The perceived effectiveness of the safety culture varies at different levels of the organisation
Our research clearly shows that senior and middle managers tend to perceive the safety culture to be one maturity step higher on the maturity ladder than supervisors and workers. These results are similar to those found by the Step Change in Safety Workforce Engagement survey as presented at the Workforce Engagement Support Team launch event.
It is worthy of reflection that the further you travel up into the organisation, the safer it is perceived to be. This is something that all leaders should be mindful of and need to inform themselves as to why this is the case. Is their perception based on the same information and richness of experience as those close to operations? If not, why not?
At Optimus we have experienced feeding back the evidence of a Culture of Care Diagnostic to a senior leader and being told “nobody has ever brought that to me”.
Mindful leaders know that bad news does not naturally flow upwards in organisations and therefore they must make time to visit sites regularly to “see for themselves”. Leaders would do well to adopt the “self-conscious auditing” of Winston Churchill when he made the terrible discovery that Singapore was far more vulnerable to a land invasion than he first thought. Why didn’t I know? Why didn’t my advisors know? Why wasn’t I told? Why didn’t I ask?
On investigation of recent disasters within the energy industry it has been identified that before the event there were warning signs and weak signals known about and spoken about within the organisation. Leaders thirst for good news or a lack of interest in actively looking for bad news meant that these warning signs were not dealt with by those most equipped to do so.
Some concluding thoughts
At the beginning of this article we talked about high hazard industries wanting to know how to improve their safety culture and having an aspiration that they will become generative, acting in the ways of a High Reliability Organisation. HROs act on weak signals, warning signs and leading indicators.
Our evidence is that lagging indicator data is still used as a strong measure of performance: “We have not had an LTI for a year so our culture is OK” is a common belief. Focusing attention on these measures will not mature the culture in a high hazard environment to a level of resilience that gives it defence in depth. Our experience has found that those organisations actively using leading indicators have a more mature safety culture. The aviation industry would never publish data on the lost time injuries, days away from work or first aid frequency of their staff to prove the safety of their aircraft.

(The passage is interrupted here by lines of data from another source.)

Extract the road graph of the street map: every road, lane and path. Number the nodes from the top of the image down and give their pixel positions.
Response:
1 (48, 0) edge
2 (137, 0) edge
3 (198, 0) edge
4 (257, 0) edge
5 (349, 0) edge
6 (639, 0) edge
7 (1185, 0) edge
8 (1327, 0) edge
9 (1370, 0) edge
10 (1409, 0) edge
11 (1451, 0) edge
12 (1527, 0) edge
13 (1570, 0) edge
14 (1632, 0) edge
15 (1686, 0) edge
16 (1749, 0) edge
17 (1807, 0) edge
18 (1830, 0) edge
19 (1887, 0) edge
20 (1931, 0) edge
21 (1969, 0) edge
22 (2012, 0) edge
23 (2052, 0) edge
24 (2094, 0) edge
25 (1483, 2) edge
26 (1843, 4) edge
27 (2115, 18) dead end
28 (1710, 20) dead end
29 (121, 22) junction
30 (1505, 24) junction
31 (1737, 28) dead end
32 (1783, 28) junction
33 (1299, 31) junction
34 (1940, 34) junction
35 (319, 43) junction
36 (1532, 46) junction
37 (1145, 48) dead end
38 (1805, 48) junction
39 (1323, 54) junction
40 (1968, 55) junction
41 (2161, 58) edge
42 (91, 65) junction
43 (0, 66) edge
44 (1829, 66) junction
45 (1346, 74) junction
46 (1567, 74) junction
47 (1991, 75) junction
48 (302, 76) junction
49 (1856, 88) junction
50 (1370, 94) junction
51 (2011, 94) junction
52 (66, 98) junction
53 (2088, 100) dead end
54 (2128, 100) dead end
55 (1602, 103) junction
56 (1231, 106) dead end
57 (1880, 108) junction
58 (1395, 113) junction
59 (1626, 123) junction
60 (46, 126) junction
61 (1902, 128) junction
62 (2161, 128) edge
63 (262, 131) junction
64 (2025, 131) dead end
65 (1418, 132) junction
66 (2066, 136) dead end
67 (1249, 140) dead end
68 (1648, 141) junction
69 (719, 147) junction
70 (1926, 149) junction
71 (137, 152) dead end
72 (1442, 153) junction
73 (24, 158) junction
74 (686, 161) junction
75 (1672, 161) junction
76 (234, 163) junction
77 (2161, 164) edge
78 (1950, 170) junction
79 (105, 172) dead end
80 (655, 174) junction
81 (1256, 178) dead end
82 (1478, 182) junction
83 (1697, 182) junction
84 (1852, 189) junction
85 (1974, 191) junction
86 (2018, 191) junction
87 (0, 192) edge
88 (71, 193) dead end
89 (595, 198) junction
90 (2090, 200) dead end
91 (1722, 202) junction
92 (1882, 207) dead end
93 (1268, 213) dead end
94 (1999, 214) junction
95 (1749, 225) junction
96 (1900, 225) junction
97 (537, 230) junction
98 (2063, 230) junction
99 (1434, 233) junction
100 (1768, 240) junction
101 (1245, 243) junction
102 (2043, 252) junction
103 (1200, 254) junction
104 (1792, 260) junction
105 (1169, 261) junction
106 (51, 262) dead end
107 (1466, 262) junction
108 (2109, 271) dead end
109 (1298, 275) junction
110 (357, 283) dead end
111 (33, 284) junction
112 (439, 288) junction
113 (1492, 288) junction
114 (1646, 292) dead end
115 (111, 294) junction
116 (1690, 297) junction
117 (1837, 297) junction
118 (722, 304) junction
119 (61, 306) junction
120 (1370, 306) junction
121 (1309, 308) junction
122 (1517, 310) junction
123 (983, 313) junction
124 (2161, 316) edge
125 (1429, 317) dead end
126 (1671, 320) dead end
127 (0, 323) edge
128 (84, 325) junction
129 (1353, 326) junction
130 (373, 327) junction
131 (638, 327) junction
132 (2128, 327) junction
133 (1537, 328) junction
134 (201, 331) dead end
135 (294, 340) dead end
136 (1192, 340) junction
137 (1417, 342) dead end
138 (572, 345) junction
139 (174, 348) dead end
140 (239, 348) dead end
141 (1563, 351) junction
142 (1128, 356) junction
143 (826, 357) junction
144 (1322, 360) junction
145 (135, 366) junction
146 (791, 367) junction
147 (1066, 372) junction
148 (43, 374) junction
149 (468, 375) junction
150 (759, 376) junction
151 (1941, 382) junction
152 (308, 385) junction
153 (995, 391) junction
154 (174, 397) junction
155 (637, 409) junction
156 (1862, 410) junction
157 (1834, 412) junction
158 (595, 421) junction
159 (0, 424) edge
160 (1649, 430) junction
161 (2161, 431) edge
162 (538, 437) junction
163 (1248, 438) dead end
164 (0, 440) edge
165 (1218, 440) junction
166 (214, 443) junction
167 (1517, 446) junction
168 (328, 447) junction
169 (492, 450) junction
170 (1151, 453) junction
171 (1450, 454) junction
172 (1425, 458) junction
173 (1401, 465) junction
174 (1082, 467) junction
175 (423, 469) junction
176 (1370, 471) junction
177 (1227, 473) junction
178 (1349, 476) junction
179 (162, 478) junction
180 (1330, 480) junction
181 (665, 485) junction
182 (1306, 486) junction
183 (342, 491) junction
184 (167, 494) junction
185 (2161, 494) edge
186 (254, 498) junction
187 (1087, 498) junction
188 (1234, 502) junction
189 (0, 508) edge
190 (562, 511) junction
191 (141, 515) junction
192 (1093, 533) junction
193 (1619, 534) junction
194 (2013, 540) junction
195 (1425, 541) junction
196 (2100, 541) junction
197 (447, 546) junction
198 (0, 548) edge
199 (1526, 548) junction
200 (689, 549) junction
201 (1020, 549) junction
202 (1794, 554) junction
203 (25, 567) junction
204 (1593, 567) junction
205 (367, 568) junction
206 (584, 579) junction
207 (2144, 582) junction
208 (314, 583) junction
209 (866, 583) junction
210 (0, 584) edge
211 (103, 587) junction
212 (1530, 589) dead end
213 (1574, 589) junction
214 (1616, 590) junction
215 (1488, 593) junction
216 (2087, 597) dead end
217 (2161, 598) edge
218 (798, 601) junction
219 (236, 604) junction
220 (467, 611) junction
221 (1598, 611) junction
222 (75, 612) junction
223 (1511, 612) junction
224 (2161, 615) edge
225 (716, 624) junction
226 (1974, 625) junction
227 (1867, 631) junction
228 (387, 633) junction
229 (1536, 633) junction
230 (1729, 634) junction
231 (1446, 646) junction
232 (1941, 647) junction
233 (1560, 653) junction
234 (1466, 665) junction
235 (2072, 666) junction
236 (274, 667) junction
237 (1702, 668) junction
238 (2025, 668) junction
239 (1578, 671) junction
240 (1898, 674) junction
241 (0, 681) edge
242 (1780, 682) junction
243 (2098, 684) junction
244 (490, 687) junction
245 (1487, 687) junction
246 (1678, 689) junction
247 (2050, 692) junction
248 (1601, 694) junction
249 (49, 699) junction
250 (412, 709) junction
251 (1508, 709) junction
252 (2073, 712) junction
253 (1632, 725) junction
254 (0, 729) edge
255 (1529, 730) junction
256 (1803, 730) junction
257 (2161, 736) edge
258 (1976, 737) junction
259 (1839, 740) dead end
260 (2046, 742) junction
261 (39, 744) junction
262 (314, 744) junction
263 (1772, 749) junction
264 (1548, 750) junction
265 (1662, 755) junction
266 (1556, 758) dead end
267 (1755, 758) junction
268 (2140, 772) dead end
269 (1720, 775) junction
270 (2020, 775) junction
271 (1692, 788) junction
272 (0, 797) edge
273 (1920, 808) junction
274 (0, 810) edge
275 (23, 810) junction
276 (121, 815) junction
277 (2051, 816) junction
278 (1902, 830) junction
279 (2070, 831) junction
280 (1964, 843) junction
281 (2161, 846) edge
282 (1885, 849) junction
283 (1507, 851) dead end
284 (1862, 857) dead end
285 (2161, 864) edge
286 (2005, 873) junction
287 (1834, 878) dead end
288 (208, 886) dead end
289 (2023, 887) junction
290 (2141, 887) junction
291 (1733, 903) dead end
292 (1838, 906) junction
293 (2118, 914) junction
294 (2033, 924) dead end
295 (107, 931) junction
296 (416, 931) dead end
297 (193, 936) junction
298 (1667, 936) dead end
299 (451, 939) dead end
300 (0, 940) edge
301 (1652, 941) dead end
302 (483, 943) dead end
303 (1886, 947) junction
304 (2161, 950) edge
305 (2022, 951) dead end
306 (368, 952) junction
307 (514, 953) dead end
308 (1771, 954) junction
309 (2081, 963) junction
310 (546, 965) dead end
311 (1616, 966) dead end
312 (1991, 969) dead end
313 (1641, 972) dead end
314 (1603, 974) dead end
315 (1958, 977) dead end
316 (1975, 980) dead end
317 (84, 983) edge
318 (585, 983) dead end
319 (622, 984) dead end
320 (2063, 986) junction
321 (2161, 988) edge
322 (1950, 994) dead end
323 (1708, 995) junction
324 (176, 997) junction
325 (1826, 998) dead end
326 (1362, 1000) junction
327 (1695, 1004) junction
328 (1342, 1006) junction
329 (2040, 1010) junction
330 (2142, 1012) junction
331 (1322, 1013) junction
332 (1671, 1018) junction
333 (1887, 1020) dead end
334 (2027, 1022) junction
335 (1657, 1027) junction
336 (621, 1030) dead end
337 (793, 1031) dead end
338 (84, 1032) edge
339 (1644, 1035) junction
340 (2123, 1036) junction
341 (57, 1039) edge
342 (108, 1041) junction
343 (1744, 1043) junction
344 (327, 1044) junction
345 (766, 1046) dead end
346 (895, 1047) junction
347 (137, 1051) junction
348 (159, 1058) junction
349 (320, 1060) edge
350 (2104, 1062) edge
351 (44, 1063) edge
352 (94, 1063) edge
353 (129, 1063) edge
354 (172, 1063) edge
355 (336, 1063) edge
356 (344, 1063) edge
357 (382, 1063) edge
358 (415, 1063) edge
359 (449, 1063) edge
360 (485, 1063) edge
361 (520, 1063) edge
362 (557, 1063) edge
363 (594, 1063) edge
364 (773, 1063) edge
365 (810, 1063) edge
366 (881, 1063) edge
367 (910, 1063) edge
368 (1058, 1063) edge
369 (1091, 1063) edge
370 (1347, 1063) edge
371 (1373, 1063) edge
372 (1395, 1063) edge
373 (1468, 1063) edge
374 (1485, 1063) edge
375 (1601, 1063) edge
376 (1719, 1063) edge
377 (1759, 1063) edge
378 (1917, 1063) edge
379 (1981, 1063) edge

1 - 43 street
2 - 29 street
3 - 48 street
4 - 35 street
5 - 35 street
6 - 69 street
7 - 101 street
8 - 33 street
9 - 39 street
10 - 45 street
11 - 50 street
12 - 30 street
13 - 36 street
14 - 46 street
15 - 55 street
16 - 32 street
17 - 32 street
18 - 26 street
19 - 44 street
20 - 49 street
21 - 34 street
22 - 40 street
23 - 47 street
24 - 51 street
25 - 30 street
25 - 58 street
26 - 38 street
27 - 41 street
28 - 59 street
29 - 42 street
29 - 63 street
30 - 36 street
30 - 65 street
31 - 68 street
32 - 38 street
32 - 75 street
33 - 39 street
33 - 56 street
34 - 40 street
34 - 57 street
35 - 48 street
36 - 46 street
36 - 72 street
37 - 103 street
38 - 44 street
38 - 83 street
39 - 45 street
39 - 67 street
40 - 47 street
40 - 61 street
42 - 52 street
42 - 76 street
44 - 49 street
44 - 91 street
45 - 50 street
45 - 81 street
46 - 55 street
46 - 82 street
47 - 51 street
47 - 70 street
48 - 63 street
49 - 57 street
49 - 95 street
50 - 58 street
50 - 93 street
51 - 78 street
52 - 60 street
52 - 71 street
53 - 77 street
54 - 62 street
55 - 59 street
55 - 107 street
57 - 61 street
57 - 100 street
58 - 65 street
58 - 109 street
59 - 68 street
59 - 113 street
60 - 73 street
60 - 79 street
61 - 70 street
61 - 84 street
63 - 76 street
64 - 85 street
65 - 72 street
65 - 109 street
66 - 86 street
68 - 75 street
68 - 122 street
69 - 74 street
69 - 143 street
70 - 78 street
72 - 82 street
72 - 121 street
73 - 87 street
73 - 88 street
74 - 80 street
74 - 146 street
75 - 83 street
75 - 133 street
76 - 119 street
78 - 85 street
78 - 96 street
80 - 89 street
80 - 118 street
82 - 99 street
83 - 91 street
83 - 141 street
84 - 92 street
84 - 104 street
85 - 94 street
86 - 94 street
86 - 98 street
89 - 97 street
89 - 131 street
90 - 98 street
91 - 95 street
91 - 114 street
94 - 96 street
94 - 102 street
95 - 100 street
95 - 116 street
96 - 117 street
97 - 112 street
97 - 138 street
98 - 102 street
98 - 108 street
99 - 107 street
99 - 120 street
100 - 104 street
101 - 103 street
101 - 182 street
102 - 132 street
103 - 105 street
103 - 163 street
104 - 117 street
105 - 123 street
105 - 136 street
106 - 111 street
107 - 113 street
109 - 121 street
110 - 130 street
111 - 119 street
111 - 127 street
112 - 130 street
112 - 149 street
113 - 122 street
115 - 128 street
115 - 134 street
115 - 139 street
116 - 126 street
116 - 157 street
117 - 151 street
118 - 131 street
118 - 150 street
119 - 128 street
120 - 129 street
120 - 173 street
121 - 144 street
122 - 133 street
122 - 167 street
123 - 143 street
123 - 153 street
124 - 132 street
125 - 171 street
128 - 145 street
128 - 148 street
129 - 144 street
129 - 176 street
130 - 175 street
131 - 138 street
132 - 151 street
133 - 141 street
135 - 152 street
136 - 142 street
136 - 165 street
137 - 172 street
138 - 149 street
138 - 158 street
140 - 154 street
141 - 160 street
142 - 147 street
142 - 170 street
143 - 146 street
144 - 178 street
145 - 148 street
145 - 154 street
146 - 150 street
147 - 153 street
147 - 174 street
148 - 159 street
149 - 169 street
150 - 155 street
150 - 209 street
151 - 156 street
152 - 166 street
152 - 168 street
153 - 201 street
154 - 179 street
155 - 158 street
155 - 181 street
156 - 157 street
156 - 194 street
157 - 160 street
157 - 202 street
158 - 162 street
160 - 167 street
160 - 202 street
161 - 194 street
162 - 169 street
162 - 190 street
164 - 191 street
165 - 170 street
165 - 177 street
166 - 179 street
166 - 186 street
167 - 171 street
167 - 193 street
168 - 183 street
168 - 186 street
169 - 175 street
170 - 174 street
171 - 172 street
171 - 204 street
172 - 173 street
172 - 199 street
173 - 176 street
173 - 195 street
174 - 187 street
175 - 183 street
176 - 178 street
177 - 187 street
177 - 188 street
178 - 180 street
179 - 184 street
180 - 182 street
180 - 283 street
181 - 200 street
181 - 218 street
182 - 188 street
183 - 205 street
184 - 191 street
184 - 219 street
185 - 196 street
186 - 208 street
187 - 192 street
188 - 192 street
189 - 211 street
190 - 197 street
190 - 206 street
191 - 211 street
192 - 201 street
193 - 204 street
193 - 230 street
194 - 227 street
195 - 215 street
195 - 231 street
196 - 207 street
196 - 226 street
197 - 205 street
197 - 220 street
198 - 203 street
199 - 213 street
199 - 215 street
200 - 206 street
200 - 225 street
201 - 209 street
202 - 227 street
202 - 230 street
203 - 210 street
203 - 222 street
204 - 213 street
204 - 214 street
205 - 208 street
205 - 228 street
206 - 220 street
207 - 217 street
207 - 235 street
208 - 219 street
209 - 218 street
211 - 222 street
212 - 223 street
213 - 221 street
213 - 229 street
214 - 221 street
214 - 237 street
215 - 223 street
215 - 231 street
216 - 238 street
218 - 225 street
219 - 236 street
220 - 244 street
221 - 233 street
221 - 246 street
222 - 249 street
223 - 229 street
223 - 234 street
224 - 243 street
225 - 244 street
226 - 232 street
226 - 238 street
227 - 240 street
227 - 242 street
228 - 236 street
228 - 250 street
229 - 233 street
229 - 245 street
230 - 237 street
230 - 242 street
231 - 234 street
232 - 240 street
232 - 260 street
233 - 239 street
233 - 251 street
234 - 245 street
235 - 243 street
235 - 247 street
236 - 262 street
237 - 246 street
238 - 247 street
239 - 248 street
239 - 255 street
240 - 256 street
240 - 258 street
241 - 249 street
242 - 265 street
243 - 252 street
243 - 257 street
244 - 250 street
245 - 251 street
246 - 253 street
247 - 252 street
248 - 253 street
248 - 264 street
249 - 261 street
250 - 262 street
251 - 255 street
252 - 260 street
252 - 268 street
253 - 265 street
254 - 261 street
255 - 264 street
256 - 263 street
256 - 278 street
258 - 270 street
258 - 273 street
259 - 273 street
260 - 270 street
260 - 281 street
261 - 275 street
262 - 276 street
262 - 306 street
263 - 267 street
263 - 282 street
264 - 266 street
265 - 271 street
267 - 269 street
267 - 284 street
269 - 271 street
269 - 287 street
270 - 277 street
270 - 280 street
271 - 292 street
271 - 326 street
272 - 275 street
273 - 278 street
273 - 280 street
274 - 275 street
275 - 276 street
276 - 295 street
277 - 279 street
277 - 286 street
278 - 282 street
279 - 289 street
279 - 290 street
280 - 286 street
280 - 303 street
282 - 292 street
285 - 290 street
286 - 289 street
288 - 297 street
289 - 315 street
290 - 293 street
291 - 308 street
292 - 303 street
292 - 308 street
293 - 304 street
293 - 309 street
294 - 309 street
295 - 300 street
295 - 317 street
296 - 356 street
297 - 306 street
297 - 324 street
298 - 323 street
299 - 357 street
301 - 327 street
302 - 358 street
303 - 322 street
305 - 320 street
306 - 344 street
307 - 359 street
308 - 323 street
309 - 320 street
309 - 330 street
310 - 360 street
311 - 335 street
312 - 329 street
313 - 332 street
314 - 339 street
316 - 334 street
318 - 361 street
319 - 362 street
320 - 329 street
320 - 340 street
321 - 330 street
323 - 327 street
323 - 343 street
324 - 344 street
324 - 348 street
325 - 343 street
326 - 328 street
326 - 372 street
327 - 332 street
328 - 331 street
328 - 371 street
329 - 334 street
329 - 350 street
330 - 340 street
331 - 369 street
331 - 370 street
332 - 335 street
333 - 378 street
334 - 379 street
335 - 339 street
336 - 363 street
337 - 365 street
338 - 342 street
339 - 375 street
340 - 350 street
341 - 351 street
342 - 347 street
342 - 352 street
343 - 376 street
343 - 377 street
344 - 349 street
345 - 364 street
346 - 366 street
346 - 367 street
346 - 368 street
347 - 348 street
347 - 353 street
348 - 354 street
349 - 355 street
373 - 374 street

While we recognise the need for more data and also that several of the diagnostics may have been influenced by being commissioned in response to an event, in this article we have highlighted patterns that are the weak signals and warning signs that those who wish to improve the maturity of their safety culture will pay attention to.
Our experience is that the way the patterns play out differs between organisations and therefore what to do to increase the maturity of safety culture and how to do it also differs, but the starting point is the Culture of Care Diagnostic.
Ref 1: Hopkins, A., (2009). Failure to Learn: the BP Texas City Refinery Disaster. Sydney: CCH Australia Limited.